The States need not take the Centre’s approval to define what constitutes unclassified land as forest, the Forest Advisory Committee (FAC) of the environment ministry, comprising independent experts and officials in the Centre’s forestry division, has clarified
Since 2014, the Ministry of Environment, Forest and Climate Change (MoEF&CC) has been considering evolving a legal definition of forest and reportedly prepared drafts as late as 2016. These, however, have never been made public and the FAC's clarification officially signifies an end to such efforts.
The freedom to define land, not already classified as forests by the Centre or state records, as forest has been the prerogative of the States since 1996 and stems from a Supreme Court order called the Godavarman judgement.
The FAC, the apex body that deliberates on granting permission to industry to fell forests, at a meeting on September 26, said “... States, having well established forest departments, are in a better position, rather than MoEF&CC, to understand their own forests and needs, and should frame criteria for their forests... criteria so finalised by a state need not be subject to approval by MoEF&CC”.
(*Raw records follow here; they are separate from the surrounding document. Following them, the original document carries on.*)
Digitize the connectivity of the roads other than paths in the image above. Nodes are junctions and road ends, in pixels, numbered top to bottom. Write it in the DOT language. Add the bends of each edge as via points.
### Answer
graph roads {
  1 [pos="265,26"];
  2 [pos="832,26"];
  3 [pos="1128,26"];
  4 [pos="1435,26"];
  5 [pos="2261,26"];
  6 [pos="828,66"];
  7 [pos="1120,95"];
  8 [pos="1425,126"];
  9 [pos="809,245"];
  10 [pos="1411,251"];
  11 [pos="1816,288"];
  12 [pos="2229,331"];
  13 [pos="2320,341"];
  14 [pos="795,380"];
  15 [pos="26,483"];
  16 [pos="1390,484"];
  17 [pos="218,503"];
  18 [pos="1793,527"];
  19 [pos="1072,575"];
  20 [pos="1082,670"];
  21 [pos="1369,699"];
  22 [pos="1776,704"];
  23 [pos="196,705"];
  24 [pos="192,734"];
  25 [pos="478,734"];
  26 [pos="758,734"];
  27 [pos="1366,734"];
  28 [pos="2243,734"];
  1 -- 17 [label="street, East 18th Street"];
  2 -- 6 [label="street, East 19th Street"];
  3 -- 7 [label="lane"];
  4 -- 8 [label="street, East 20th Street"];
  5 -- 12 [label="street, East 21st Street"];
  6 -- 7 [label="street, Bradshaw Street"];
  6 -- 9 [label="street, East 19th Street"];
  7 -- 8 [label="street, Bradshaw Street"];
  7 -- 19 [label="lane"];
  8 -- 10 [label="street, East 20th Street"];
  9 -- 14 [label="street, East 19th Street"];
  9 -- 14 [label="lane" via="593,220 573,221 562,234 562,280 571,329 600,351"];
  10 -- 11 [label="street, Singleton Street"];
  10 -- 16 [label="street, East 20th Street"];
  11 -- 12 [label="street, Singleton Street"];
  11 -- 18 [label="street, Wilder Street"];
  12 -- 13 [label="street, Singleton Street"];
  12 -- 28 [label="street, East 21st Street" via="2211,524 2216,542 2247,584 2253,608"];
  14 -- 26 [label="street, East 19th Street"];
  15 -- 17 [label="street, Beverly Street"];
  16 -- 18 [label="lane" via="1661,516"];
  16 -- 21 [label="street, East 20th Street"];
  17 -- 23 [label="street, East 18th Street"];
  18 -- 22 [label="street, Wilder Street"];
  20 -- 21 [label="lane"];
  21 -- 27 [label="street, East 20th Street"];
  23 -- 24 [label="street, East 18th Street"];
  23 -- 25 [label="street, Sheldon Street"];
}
The subject came up for discussion at the meeting because the Uttarakhand government had put forth a set of criteria defining forest land and asked the ministry for it's opinion, the minutes of the meeting noted.
The conundrum of defining forests has been around since the 1980s. The 1996 Supreme Court judgement expanded the definition of forest to include lands that were already notified by the Centre as forests, that appear in government records as forests as well as those that fell in the “dictionary definition” of forest.
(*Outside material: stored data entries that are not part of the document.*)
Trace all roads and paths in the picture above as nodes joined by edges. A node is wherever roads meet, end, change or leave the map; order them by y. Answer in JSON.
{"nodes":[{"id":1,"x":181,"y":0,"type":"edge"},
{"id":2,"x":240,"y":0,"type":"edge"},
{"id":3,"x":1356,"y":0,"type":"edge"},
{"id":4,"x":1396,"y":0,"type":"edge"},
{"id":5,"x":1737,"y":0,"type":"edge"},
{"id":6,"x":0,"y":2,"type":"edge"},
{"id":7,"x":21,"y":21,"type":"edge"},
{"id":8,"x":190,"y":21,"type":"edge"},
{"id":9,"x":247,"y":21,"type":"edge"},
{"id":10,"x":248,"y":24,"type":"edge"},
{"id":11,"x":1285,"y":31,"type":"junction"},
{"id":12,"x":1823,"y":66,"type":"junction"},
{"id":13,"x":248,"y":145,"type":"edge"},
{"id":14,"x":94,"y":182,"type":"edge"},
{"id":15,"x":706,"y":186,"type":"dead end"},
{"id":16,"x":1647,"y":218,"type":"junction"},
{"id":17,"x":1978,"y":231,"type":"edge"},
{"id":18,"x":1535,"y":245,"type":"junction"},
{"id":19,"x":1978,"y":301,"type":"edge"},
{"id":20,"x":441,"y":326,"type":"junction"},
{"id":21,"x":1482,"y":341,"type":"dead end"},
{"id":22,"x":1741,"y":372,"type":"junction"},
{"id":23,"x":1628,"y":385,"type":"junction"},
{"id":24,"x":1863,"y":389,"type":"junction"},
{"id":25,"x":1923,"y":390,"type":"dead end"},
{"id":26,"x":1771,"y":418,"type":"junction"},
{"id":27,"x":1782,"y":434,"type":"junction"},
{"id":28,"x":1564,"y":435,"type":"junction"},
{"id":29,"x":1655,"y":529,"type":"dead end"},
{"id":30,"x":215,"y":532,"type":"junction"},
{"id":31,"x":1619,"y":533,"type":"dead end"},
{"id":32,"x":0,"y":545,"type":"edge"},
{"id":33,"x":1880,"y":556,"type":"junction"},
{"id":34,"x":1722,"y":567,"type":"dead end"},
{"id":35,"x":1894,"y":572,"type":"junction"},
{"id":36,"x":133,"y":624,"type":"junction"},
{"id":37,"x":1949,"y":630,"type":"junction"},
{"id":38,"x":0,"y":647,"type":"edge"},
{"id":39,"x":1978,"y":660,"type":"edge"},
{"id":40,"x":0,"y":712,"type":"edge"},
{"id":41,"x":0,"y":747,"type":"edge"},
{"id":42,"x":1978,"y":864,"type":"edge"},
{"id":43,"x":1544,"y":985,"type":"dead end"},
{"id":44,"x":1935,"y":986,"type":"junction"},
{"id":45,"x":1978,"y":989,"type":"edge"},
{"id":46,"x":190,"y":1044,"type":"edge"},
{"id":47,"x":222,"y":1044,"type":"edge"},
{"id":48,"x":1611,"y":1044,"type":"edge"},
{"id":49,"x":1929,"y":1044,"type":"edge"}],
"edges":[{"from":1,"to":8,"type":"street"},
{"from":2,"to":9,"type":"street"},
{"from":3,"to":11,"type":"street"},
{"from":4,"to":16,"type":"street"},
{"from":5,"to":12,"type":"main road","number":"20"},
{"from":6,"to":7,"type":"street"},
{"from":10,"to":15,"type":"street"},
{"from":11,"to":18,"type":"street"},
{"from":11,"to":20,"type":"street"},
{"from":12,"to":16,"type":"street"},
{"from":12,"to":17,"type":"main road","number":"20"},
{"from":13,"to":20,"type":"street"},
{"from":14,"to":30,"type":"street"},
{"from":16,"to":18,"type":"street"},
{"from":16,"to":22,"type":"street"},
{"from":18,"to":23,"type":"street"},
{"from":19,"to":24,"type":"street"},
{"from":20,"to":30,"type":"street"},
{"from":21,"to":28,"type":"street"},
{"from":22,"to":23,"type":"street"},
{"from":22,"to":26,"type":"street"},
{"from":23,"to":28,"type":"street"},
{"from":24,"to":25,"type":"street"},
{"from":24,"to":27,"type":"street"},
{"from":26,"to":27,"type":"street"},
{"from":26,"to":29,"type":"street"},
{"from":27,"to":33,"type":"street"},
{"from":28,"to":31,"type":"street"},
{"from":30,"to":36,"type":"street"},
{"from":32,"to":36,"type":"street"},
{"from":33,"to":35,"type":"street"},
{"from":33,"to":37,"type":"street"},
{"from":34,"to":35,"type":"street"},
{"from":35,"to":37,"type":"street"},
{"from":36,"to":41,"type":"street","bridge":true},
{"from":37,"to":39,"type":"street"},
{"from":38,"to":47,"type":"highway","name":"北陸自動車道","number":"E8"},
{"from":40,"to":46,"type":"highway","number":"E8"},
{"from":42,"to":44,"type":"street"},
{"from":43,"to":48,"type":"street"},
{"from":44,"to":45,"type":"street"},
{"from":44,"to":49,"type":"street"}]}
The latter clause allows the States to evolve their own criteria and define tracts of land as forest, and these would then be bound by forest conservation laws.
However, not all States have submitted such criteria, according to Siddhanta Das, Director General of Forests and Special Secretary in the ministry. Forests defined under this criteria, according to him, constituted about 1% of the country’s forests and once so defined would be known as 'deemed forests.'
An all-encompassing definition of 'forest' wasn't possible for India, according to Mr. Das, because the country had 16 different kinds of forest. A tract of grassland in one State might qualify in one region as forest, but not in another. However, once a State applied a criteria, it couldn't be reversed.
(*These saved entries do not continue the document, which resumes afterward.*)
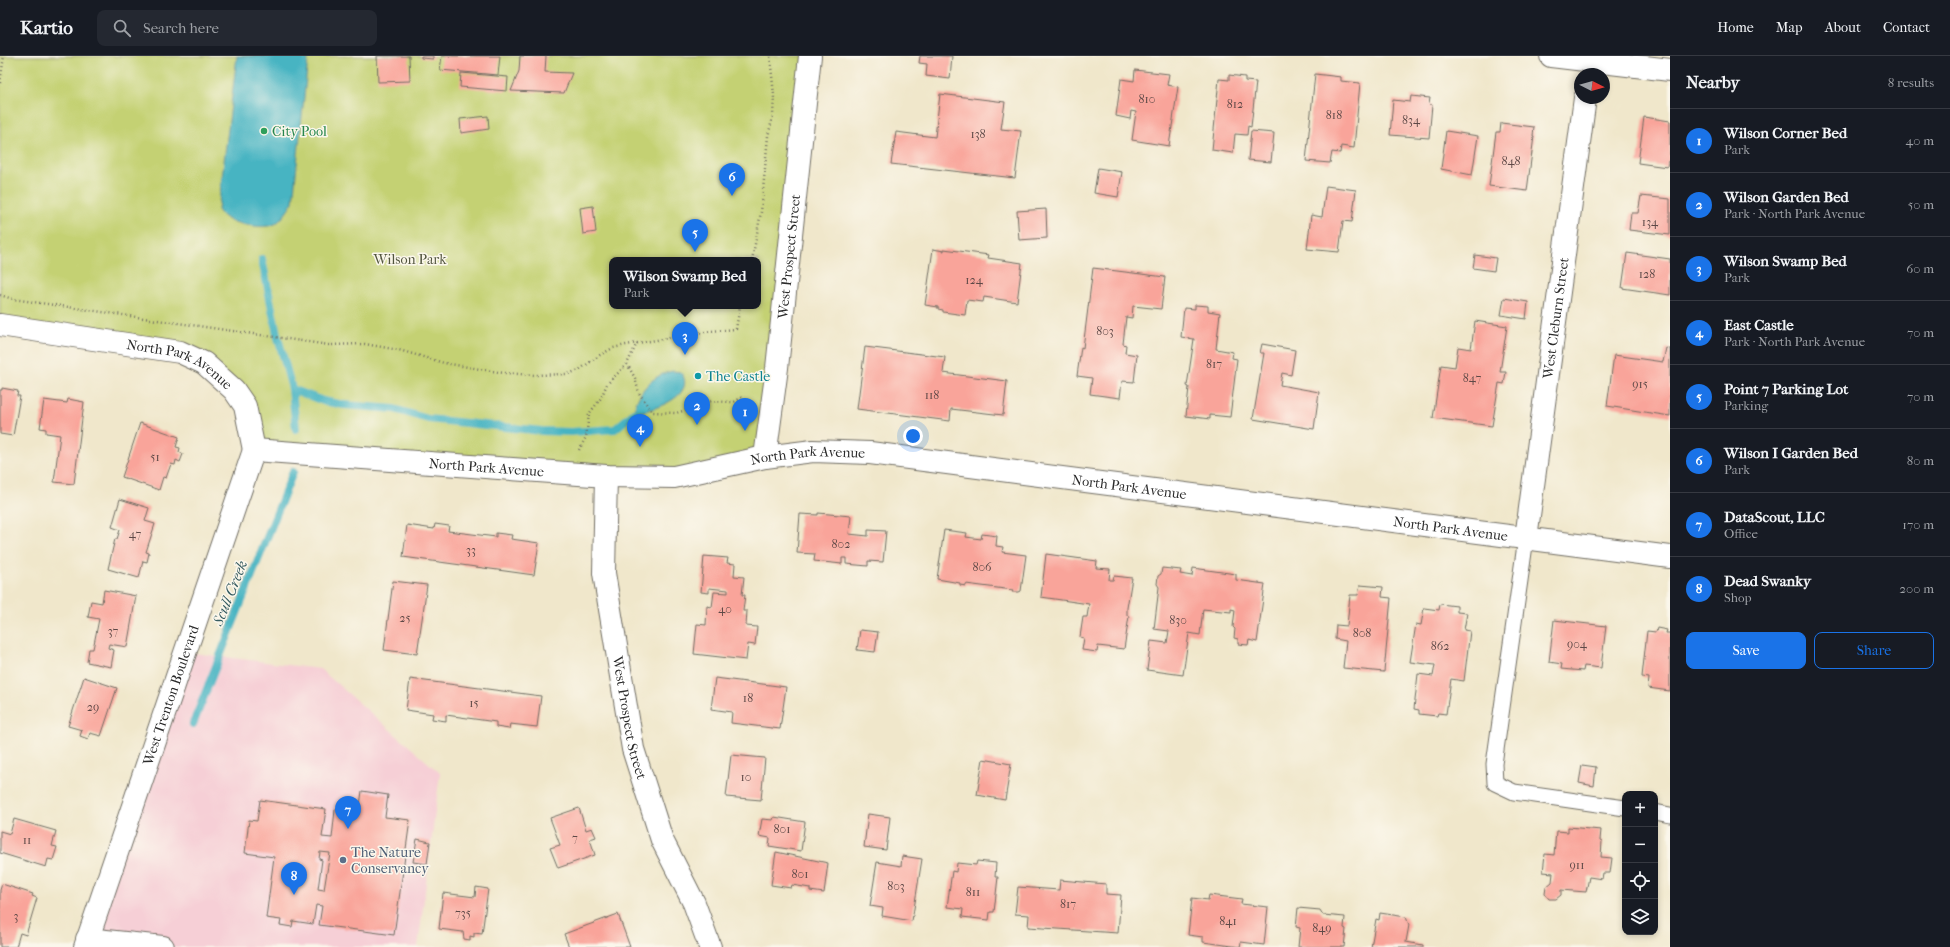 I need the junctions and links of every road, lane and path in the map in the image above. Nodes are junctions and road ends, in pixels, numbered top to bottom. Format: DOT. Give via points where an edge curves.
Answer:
graph roads {
  1 [pos="4,56"];
  2 [pos="770,56"];
  3 [pos="810,56"];
  4 [pos="1551,56"];
  5 [pos="1590,64"];
  6 [pos="1670,70"];
  7 [pos="0,83"];
  8 [pos="1584,104"];
  9 [pos="753,257"];
  10 [pos="0,295"];
  11 [pos="739,309"];
  12 [pos="0,325"];
  13 [pos="638,343"];
  14 [pos="627,364"];
  15 [pos="743,397"];
  16 [pos="254,450"];
  17 [pos="577,453"];
  18 [pos="765,457"];
  19 [pos="606,476"];
  20 [pos="1526,538"];
  21 [pos="1670,557"];
  22 [pos="1622,808"];
  23 [pos="1658,813"];
  24 [pos="1670,815"];
  25 [pos="86,943"];
  26 [pos="163,947"];
  27 [pos="710,947"];
  1 -- 7 [label="path"];
  2 -- 9 [label="path" via="774,95 773,116 768,136 761,212"];
  3 -- 18 [label="street, West Prospect Street"];
  4 -- 5 [label="street"];
  5 -- 6 [label="street"];
  8 -- 20 [label="street, West Cleburn Street"];
  10 -- 13 [label="path" via="329,345 365,344 399,350 444,363 504,373 568,374 579,370 613,348"];
  11 -- 13 [label="path" via="736,329"];
  12 -- 16 [label="street, North Park Avenue" via="180,352 204,363 234,390 245,406"];
  13 -- 14 [label="path"];
  14 -- 15 [label="path" via="635,378 639,394 652,412 676,413 702,402 734,402"];
  14 -- 17 [label="path" via="607,384 589,414 586,437"];
  16 -- 19 [label="street, North Park Avenue"];
  16 -- 25 [label="street, West Trenton Boulevard"];
  18 -- 19 [label="street, North Park Avenue" via="674,477"];
  18 -- 20 [label="street, North Park Avenue" via="813,451 870,453"];
  19 -- 27 [label="street, West Prospect Street" via="604,573 633,749 662,840 694,903"];
  20 -- 21 [label="street, North Park Avenue"];
  20 -- 22 [label="lane" via="1494,764 1495,783 1514,792"];
  23 -- 24 [label="lane"];
  25 -- 26 [label="street"];
}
The onus on the States to define forests is also significant, environmentalists have pointed out, because the States often claim that they are helpless in preventing encroachment because a patch of land in question hadn't been notified as forest. A recent instance was the felling of trees in Mumbai's Aarey Colony, which officially isn't classified as 'forest.'
“Given our federal structure, it might be difficult for the Centre to come up with a definition but nothing stops them from formulating a broad set of guidelines to guide the States on the criteria for evolving such a definition,” said Kanchi Kohli, an analyst on forest rights issues at the Centre for Policy Research.